| PROMPT |
Would you find each line in the entries below with the string "roads" and copy it?

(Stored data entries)
++++++++++++++++++++

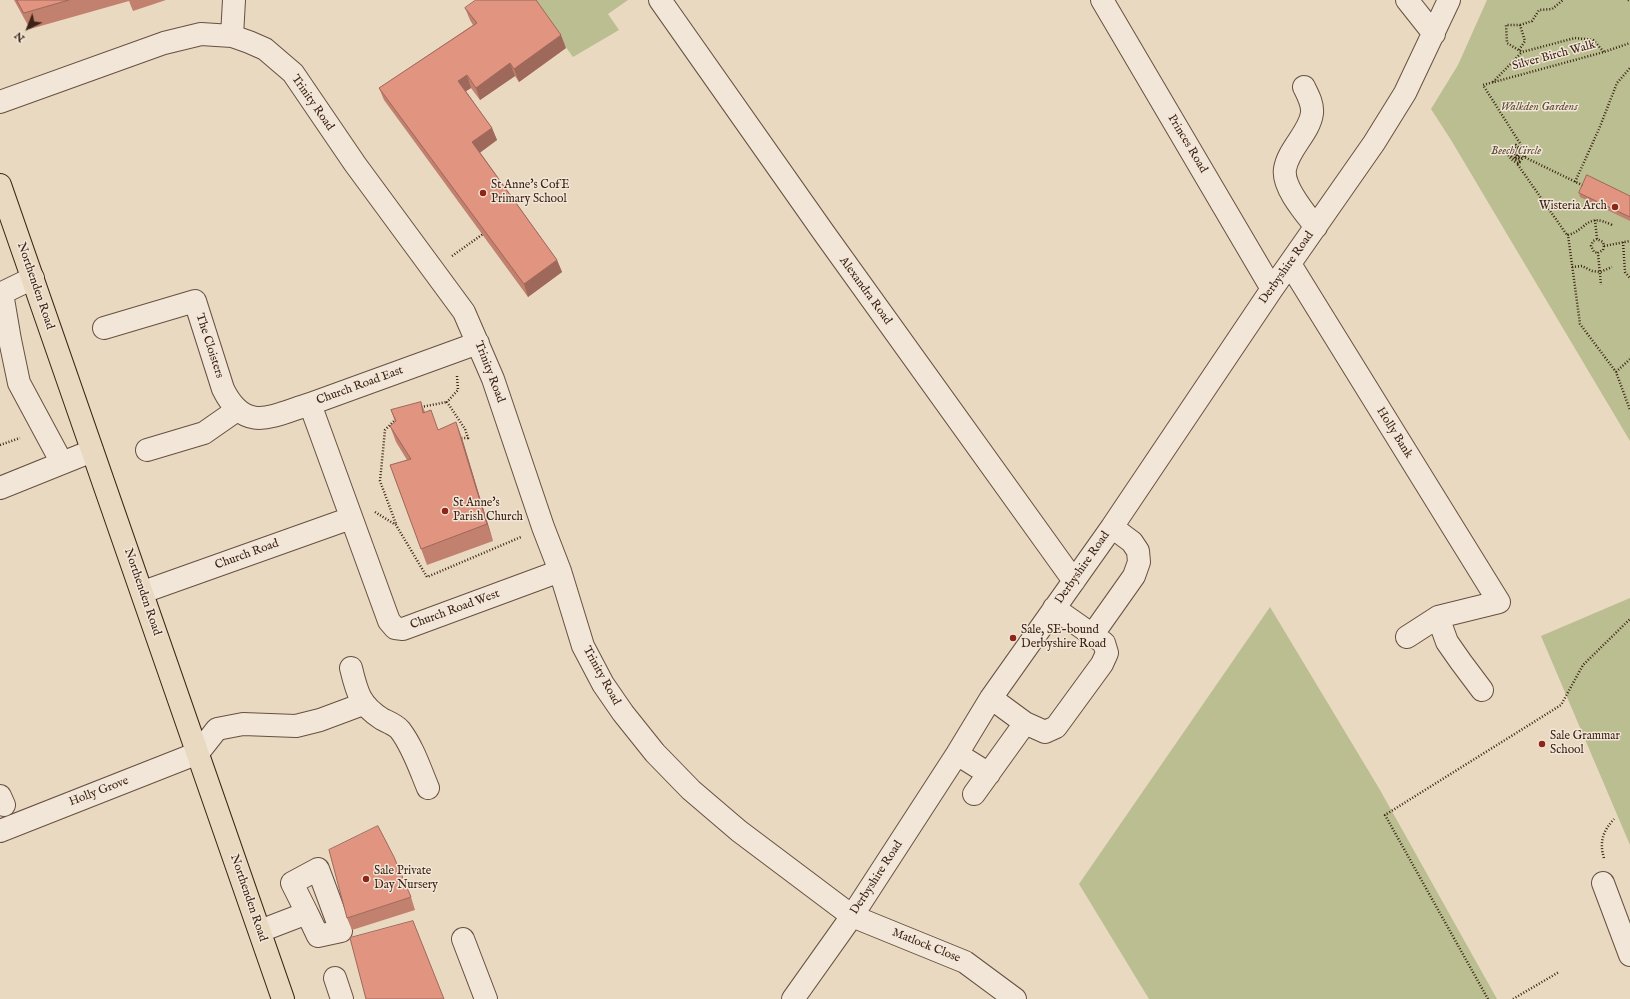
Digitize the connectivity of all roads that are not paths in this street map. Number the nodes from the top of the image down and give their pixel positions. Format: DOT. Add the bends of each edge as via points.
graph roads {
  1 [pos="234,0"];
  2 [pos="1102,0"];
  3 [pos="1408,0"];
  4 [pos="1449,0"];
  5 [pos="668,2"];
  6 [pos="1434,34"];
  7 [pos="232,36"];
  8 [pos="1304,87"];
  9 [pos="0,102"];
  10 [pos="0,185"];
  11 [pos="1316,227"];
  12 [pos="1290,264"];
  13 [pos="33,278"];
  14 [pos="1272,289"];
  15 [pos="104,328"];
  16 [pos="478,343"];
  17 [pos="310,404"];
  18 [pos="237,410"];
  19 [pos="147,450"];
  20 [pos="92,451"];
  21 [pos="62,463"];
  22 [pos="0,488"];
  23 [pos="351,518"];
  24 [pos="1112,527"];
  25 [pos="560,571"];
  26 [pos="1074,581"];
  27 [pos="143,592"];
  28 [pos="1054,608"];
  29 [pos="1438,617"];
  30 [pos="1093,634"];
  31 [pos="1407,637"];
  32 [pos="351,668"];
  33 [pos="1482,690"];
  34 [pos="991,698"];
  35 [pos="363,704"];
  36 [pos="1025,723"];
  37 [pos="198,753"];
  38 [pos="958,754"];
  39 [pos="989,774"];
  40 [pos="428,788"];
  41 [pos="974,794"];
  42 [pos="0,831"];
  43 [pos="1603,883"];
  44 [pos="307,913"];
  45 [pos="852,916"];
  46 [pos="260,931"];
  47 [pos="463,939"];
  48 [pos="1630,955"];
  49 [pos="335,978"];
  50 [pos="283,999"];
  51 [pos="342,999"];
  52 [pos="486,999"];
  53 [pos="793,999"];
  54 [pos="1015,999"];
  1 -- 7 [label="street"];
  2 -- 14 [label="street, Princes Road"];
  3 -- 6 [label="street"];
  4 -- 6 [label="street, Derbyshire Road"];
  5 -- 26 [label="street, Alexandra Road" via="824,234"];
  6 -- 11 [label="street, Derbyshire Road" via="1405,93"];
  7 -- 9 [label="street, Trinity Road" via="201,34 164,43"];
  7 -- 16 [label="street, Trinity Road" via="265,50 293,73 355,164 464,312"];
  8 -- 11 [label="street" via="1311,102 1312,114 1284,169 1287,184 1299,206"];
  10 -- 13 [label="main road, Northenden Road"];
  11 -- 12 [label="street, Derbyshire Road"];
  12 -- 14 [label="street, Derbyshire Road"];
  12 -- 29 [label="street, Holly Bank" via="1499,602"];
  13 -- 20 [label="main road, Northenden Road"];
  13 -- 21 [label="street" via="2,293 19,383"];
  14 -- 24 [label="street, Derbyshire Road"];
  15 -- 18 [label="street, The Cloisters" via="195,301 223,389 229,402"];
  16 -- 17 [label="street, Church Road East"];
  16 -- 25 [label="street, Trinity Road"];
  17 -- 18 [label="street, The Cloisters" via="265,419 251,418"];
  17 -- 23 [label="street, Church Road East"];
  18 -- 19 [label="street" via="204,432"];
  20 -- 21 [label="street"];
  20 -- 27 [label="main road, Northenden Road"];
  21 -- 22 [label="street"];
  23 -- 25 [label="street, Church Road West" via="389,621 395,628 403,629"];
  23 -- 27 [label="street, Church Road"];
  24 -- 26 [label="street, Derbyshire Road"];
  24 -- 30 [label="street, Derbyshire Road" via="1132,542 1138,551 1139,562 1134,576"];
  25 -- 45 [label="street, Trinity Road" via="583,646 623,713 655,754 691,790 739,831"];
  26 -- 28 [label="street, Derbyshire Road"];
  27 -- 37 [label="main road, Northenden Road"];
  28 -- 30 [label="street, Derbyshire Road"];
  28 -- 34 [label="street, Derbyshire Road"];
  29 -- 31 [label="street"];
  29 -- 33 [label="street" via="1460,662"];
  30 -- 36 [label="street, Derbyshire Road" via="1104,643 1107,653 1102,664 1056,727 1045,732"];
  32 -- 35 [label="street" via="356,692"];
  34 -- 36 [label="street, Derbyshire Road"];
  34 -- 38 [label="street, Derbyshire Road"];
  35 -- 37 [label="street" via="296,726 243,724 217,729"];
  35 -- 40 [label="street" via="399,729 409,744"];
  36 -- 39 [label="street"];
  37 -- 42 [label="street, Holly Grove"];
  37 -- 46 [label="main road, Northenden Road"];
  38 -- 39 [label="street"];
  38 -- 45 [label="street, Derbyshire Road"];
  39 -- 41 [label="street"];
  43 -- 48 [label="street"];
  44 -- 46 [label="street"];
  45 -- 53 [label="street, Derbyshire Road"];
  45 -- 54 [label="street, Matlock Close" via="965,962"];
  46 -- 50 [label="main road, Northenden Road"];
  47 -- 52 [label="street"];
  49 -- 51 [label="street"];
}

++++++++++++++++++++

| SOLUTION BELOW |
Digitize the connectivity of all roads that are not paths in this street map. Number the nodes from the top of the image down and give their pixel positions. Format: DOT. Add the bends of each edge as via points.
graph roads {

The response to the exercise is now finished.